The heat kept increasing, but it was a slow process.
The first signs that it was working came from the advertisements on the shops nearest the heat bomb. They fritzed out and failed, colourful screens and hovering holograms shutting off at random.
Then the paint started to peel on the cars abandoned along the road. One of them had its battery burst, and a gush of fire roared out from the bottom of the car, catching a few model threes off guard. Not that it hurt them much.
I continued to watch as the aliens around the bomb started to back away from it. A few collapsed, and one eventually caught fire, but the flames didn’t seem to last long.
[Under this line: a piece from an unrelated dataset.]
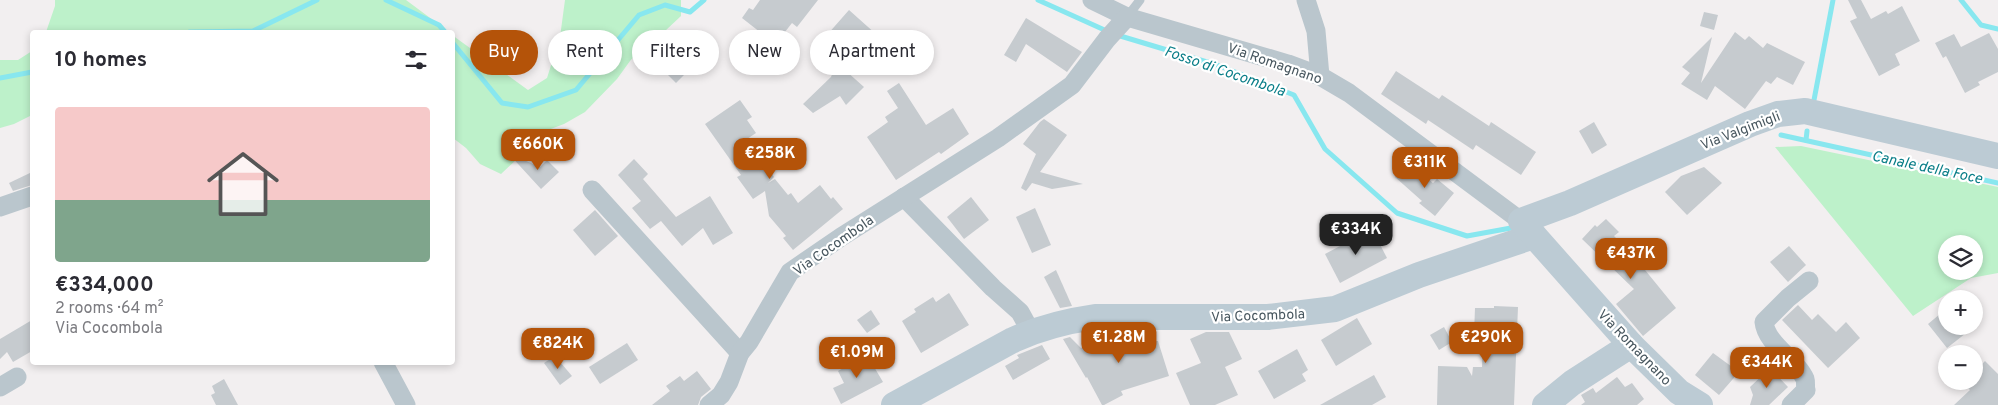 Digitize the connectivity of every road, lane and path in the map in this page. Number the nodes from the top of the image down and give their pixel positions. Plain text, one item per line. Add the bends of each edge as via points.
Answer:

The heat continued to grow. Cars started to warp, their plastic bodies melting apart. Posters stuck onto the nearest streetlamp burst into flame. A few wires snapped, and glass exploded apart. A mirage started to appear over that entire part of the city, grey reflections shifting and making it hard to see the asphalt around the bomb turning liquid.
“Damn,” I said as I continued to watch. The bomb just kept going. I could see where the heat had travelled just by following its impact. The centre, nearest the bomb, had the most damage. One of the apartments next to it lit up from within. I imagined that the furniture inside was more flammable than the concrete exterior of the building was.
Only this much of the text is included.